V. Deletion - One more step.


As you saw before, the document "Test_Lifecycle.docx" is now considered as an "orphaned" Node. On Alfresco, by default, all orphaned Nodes are protected for 14 days. That means that during this period, the orphaned Nodes will NOT be touched at all. Of course this value can be changed easily on Alfresco configuration files. So what happen after 14 days? Well in fact every day at 4am (again, by default... can be changed), a scheduled job (the "contentStoreCleaner") scan Alfresco for orphaned Nodes older than 14 days. Therefore on April the 15th, 2015 at 04:00, the scheduled job runs and here is what it does:

  • FS: the content file is moved from $ALF_DATA/contentstore/ to $ALF_DATA/contentstore.deleted/
  • DB: on the DB side, the document is still here but the line related to this document on the "alf_content_url" table (this table contains the orphan_time and reference to the FS location) is removed.
  • Index: nothing to do, the search index was already removed.

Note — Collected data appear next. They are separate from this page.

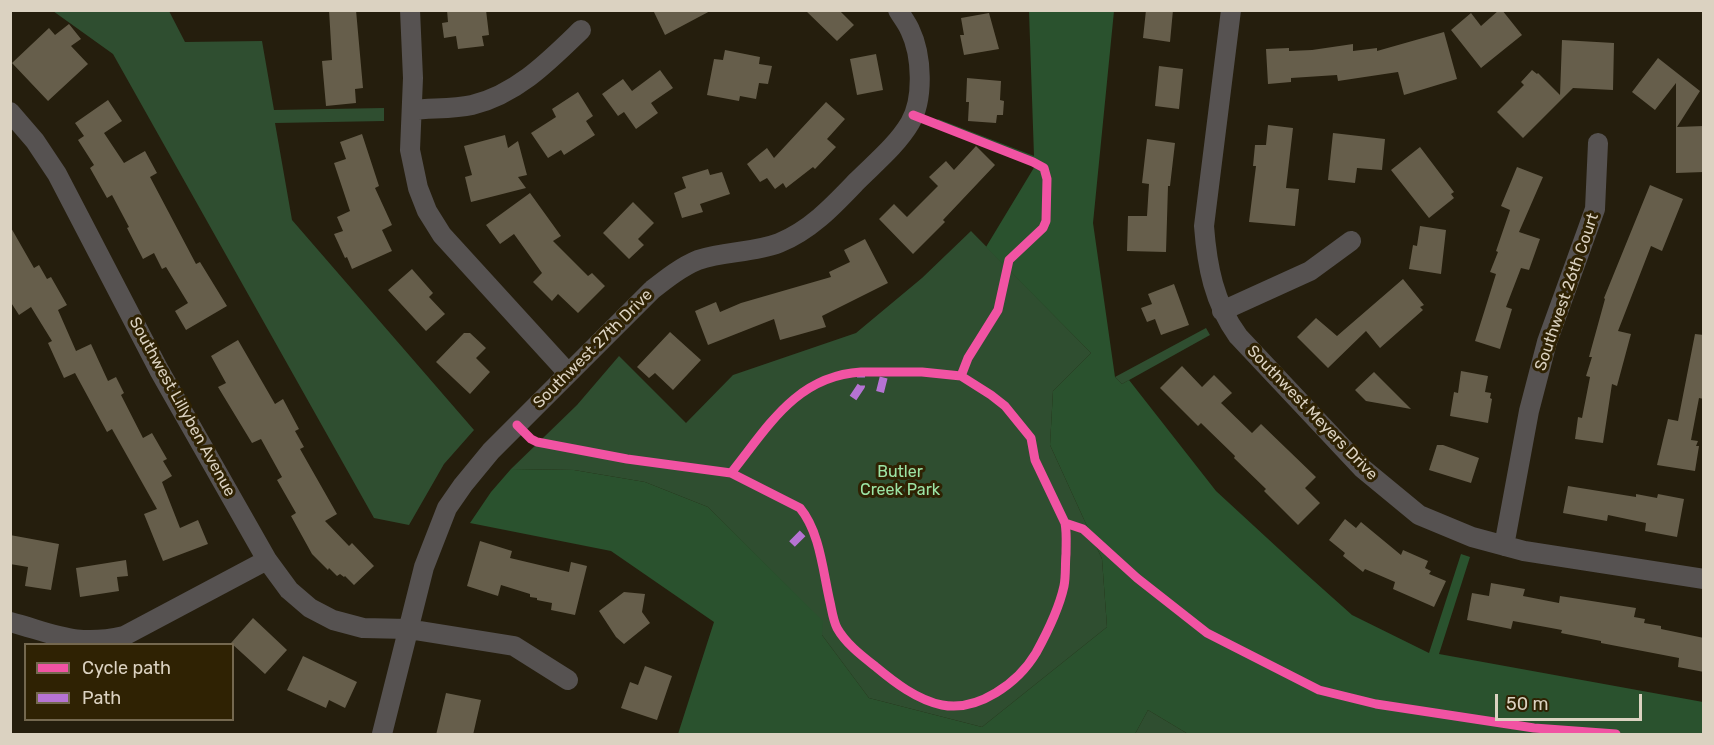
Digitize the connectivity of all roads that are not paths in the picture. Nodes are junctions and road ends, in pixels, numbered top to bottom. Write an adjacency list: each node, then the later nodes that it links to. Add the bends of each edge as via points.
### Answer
1 (410, 10): 5 (street)
2 (898, 10): 10 (street, Southwest 27th Drive, via 919,57 920,83 910,123 897,140 807,228 778,243 699,260 676,272 652,290)
3 (1231, 10): 9 (street, Southwest Meyers Drive, via 1204,226 1208,263)
4 (581, 30): 5 (street, via 549,62 514,88 472,105)
5 (412, 110): 10 (street, via 410,150 427,211 442,235)
6 (10, 112): 12 (street, Southwest Lillyben Avenue, via 57,174 159,370)
7 (1598, 143): 11 (street, Southwest 26th Court, via 1595,208 1547,342 1529,411)
8 (1351, 241): 9 (street, via 1310,271)
9 (1222, 311): 11 (street, Southwest Meyers Drive, via 1254,354 1382,486 1419,515)
10 (568, 373): 15 (street, Southwest 27th Drive, via 491,451 451,502 431,545)
11 (1504, 546): 13 (street, Southwest Meyers Drive)
12 (267, 560): 14 (street, via 124,636 80,641); 15 (street, Southwest Lillyben Avenue, via 289,590 310,608 333,620 363,628)
13 (1704, 579)
14 (10, 622)
15 (408, 629): 16 (street, Southwest Lillyben Avenue, via 514,646); 17 (street, Southwest 27th Drive)
16 (568, 680)
17 (382, 735)

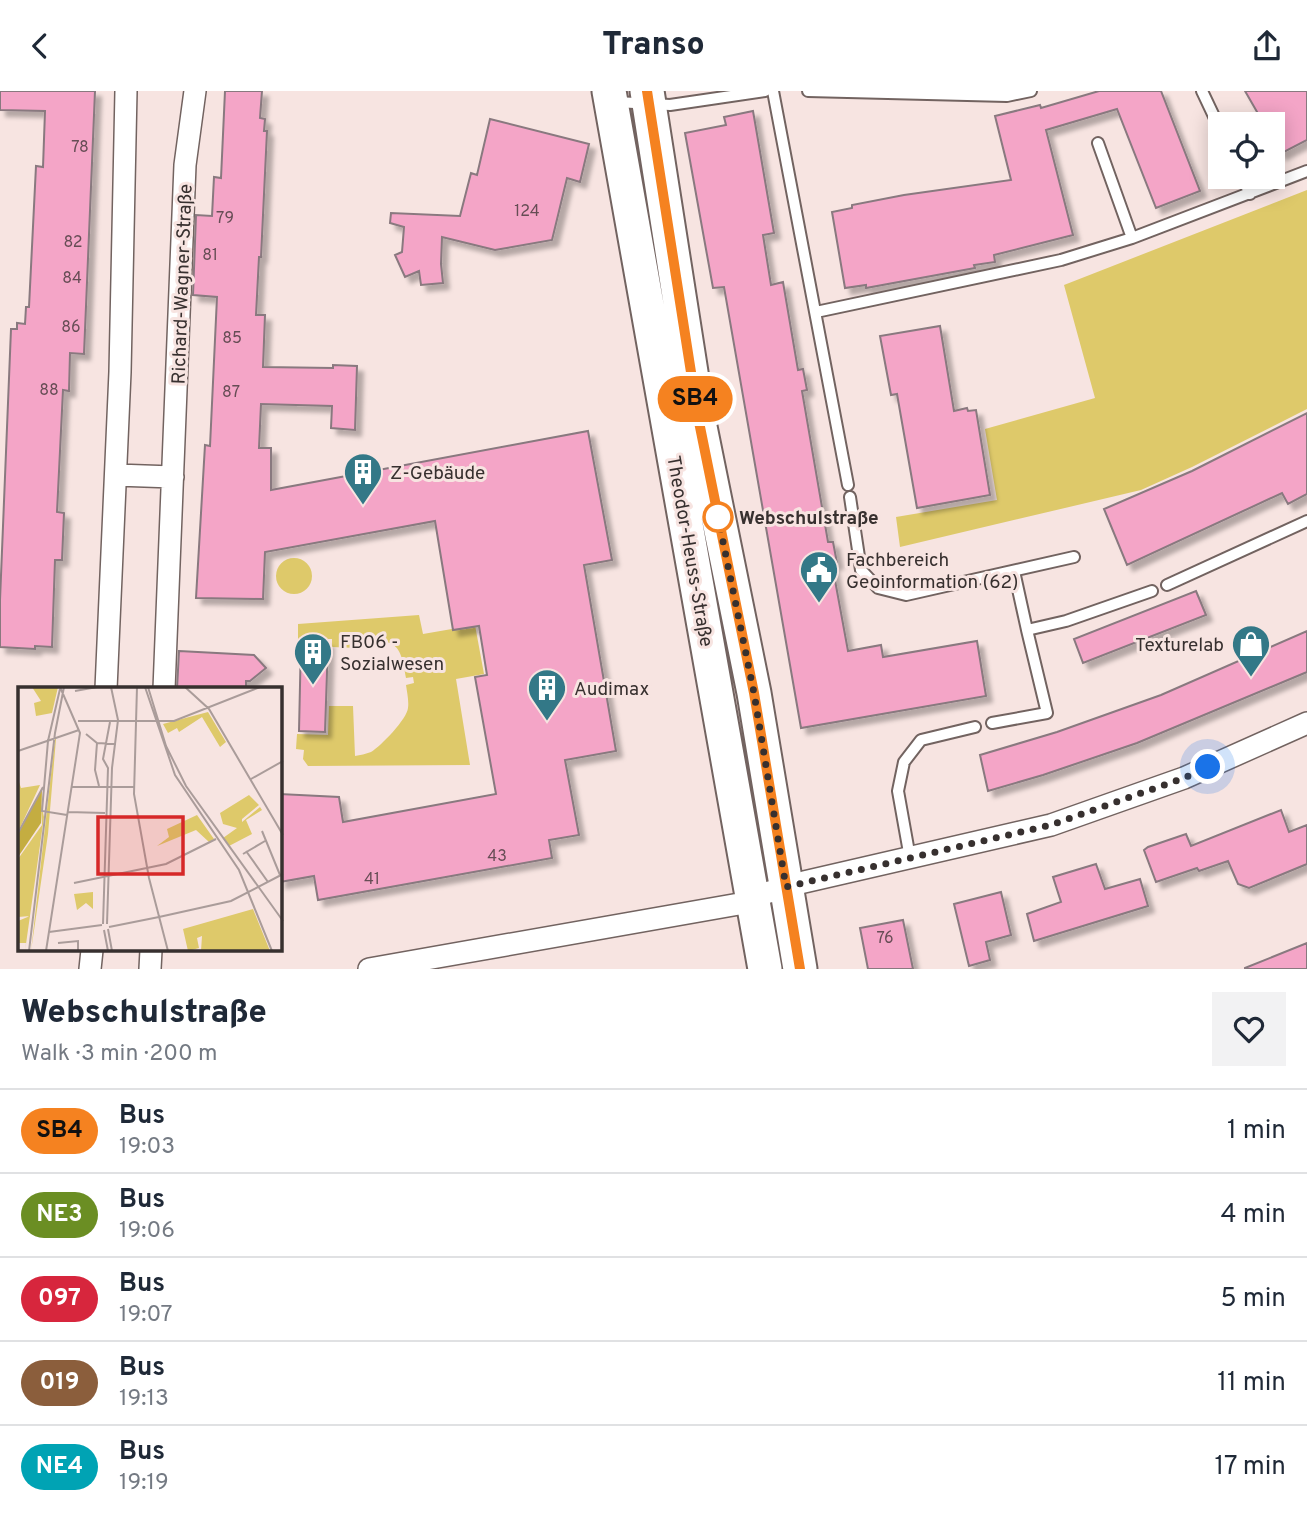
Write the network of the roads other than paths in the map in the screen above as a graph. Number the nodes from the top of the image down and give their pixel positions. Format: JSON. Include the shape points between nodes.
{"nodes":[{"id":1,"x":126,"y":91,"type":"edge"},
{"id":2,"x":195,"y":91,"type":"edge"},
{"id":3,"x":765,"y":91,"type":"edge"},
{"id":4,"x":773,"y":91,"type":"edge"},
{"id":5,"x":808,"y":91,"type":"edge"},
{"id":6,"x":1031,"y":91,"type":"edge"},
{"id":7,"x":1202,"y":91,"type":"edge"},
{"id":8,"x":631,"y":96,"type":"edge"},
{"id":9,"x":1212,"y":112,"type":"edge"},
{"id":10,"x":1098,"y":143,"type":"dead end"},
{"id":11,"x":1307,"y":171,"type":"edge"},
{"id":12,"x":1248,"y":189,"type":"edge"},
{"id":13,"x":1250,"y":194,"type":"junction"},
{"id":14,"x":1132,"y":238,"type":"junction"},
{"id":15,"x":816,"y":312,"type":"junction"},
{"id":16,"x":116,"y":475,"type":"junction"},
{"id":17,"x":173,"y":477,"type":"junction"},
{"id":18,"x":1307,"y":521,"type":"edge"},
{"id":19,"x":1073,"y":557,"type":"dead end"},
{"id":20,"x":1014,"y":571,"type":"junction"},
{"id":21,"x":1167,"y":585,"type":"dead end"},
{"id":22,"x":1152,"y":591,"type":"dead end"},
{"id":23,"x":1027,"y":631,"type":"junction"},
{"id":24,"x":106,"y":687,"type":"edge"},
{"id":25,"x":164,"y":687,"type":"edge"},
{"id":26,"x":992,"y":723,"type":"dead end"},
{"id":27,"x":1307,"y":723,"type":"edge"},
{"id":28,"x":975,"y":727,"type":"dead end"},
{"id":29,"x":909,"y":857,"type":"junction"},
{"id":30,"x":786,"y":887,"type":"junction"},
{"id":31,"x":745,"y":901,"type":"junction"},
{"id":32,"x":92,"y":951,"type":"edge"},
{"id":33,"x":151,"y":951,"type":"edge"},
{"id":34,"x":452,"y":961,"type":"edge"},
{"id":35,"x":90,"y":969,"type":"edge"},
{"id":36,"x":150,"y":969,"type":"edge"},
{"id":37,"x":369,"y":969,"type":"edge"},
{"id":38,"x":765,"y":969,"type":"edge"},
{"id":39,"x":800,"y":969,"type":"edge"}],
"edges":[{"from":1,"to":16,"type":"street"},
{"from":2,"to":17,"type":"street","name":"Richard-Wagner-Straße","via":[[186,166]]},
{"from":3,"to":8,"type":"lane","via":[[670,106]]},
{"from":4,"to":15,"type":"lane"},
{"from":5,"to":6,"type":"lane","via":[[1007,96]]},
{"from":7,"to":9,"type":"lane"},
{"from":8,"to":30,"type":"main road","name":"Theodor-Heuss-Straße","via":[[754,693]]},
{"from":8,"to":31,"type":"main road","name":"Theodor-Heuss-Straße"},
{"from":10,"to":14,"type":"lane"},
{"from":11,"to":13,"type":"lane"},
{"from":12,"to":13,"type":"lane"},
{"from":13,"to":14,"type":"lane"},
{"from":14,"to":15,"type":"lane","via":[[1061,260]]},
{"from":15,"to":20,"type":"lane","via":[[861,569],[878,589],[906,595]]},
{"from":16,"to":17,"type":"street"},
{"from":16,"to":24,"type":"street"},
{"from":17,"to":25,"type":"street","name":"Richard-Wagner-Straße"},
{"from":18,"to":21,"type":"lane"},
{"from":19,"to":20,"type":"lane"},
{"from":20,"to":23,"type":"lane"},
{"from":22,"to":23,"type":"lane"},
{"from":23,"to":26,"type":"lane","via":[[1046,713]]},
{"from":27,"to":29,"type":"street","via":[[1184,778],[1051,825]]},
{"from":28,"to":29,"type":"lane","via":[[921,740],[904,762],[898,791]]},
{"from":29,"to":30,"type":"street"},
{"from":30,"to":31,"type":"street"},
{"from":30,"to":39,"type":"main road","name":"Theodor-Heuss-Straße"},
{"from":31,"to":34,"type":"street"},
{"from":31,"to":38,"type":"main road","name":"Theodor-Heuss-Straße"},
{"from":32,"to":35,"type":"street"},
{"from":33,"to":36,"type":"street"},
{"from":34,"to":37,"type":"street"}]}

You can avoid this step where documents are put on the "contentstore.deleted" folder by setting "system.content.eagerOrphanCleanup=true" in the alfresco-global.properties configuration file. If you do so, after 14 days, the document on the File System is not moved but will be deleted instead.


VI. Deletion - Still one more step...!


As said before, there are still some references to the "Test_Lifecycle.docx" document on the Alfresco Database (especially on the "alf_node" table). Another scheduled job, the nodeServiceCleanup runs every day at 21:00 to clean everything that is related to Nodes that has been deleted (orphaned nodes) for more than 30 days. So here is the result:

  • FS: the content file is still on the $ALF_DATA/contentstore.deleted/ folder
  • DB: the DB is finally clean!
  • Index: nothing to do, the search index was already removed.



VII. Deletion - Oh you must be kidding me!?


So many steps, isn't it! As saw before, the only remaining thing to do is to remove the content file from the $AL_DATA/contentstore.deleted/ folder. You probably think that there is also a job that do that for you after XX days but it's not the case, there is nothing in Alfresco that deletes the content file from this location. In consequences, if you want to clean the File System, you will have to do it by yourself.

On Unix for example, you can simply create a crontab entry:

50 23 * * * $ALF_HOME/scripts/cleanContentStoreDeleted.sh


Then create this file with the following content:

#!/bin/sh

CS_DELETED=$ALF_DATA/contentstore.deleted/

# Remove all files from contentstore.deleted older than 30 days
find $CS_DELETED -type f -mtime +30 | xargs rm 2> /dev/null

# Remove all empty folders from contentstore.deleted older than 60 days
find $CS_DELETED -type d -mtime +60 -empty | xargs rm -r 2> /dev/null


Please be aware that you should be sure that the folder "$ALF_DATA/contentstore.deleted" exist... And when I say that, I mean YOU MUST ABSOLUTELY BE SURE that it exists. Please also never remove anything under the "contentstore" folder and never remove the "contentstore.deleted" folder itself!

You may wonder why the DB isn't cleaned automatically when the trashcan is cleaned and why the file content is also kept 14 days... Well I can assure you that there are several reasons and the principal one is for backup/restore performance concerns. I will not explain it in details but basically as the file content isn't touched for 14 days by default, that means that you can restore your database up to 14 days in the past and your database will still be consistent with the File System without to restore the FS! Of course if you just do that you will lose the documents uploaded/changed in the last 14 days because your database wasn't aware of these files 14 days ago. But you can just backup/restore the content files created in the last 14 days with an incremental backup.

E.g.: Today (05-May-2015), I want to backup the FS (only the last 14 days), then I will have to backup all folders inside $ALF_DATA/contentstore/2015/5 AND I will also have to backup all folders inside $ALF_DATA/contentstore/2015/4 with a folder name bigger or equal than 30 (days in Apr) + 5 (days in May) - 14 = 21.


I hope this post was clear enough because it's true that it can be hard to understand everything regarding the lifecycle of Alfresco Node and to deal with it properly.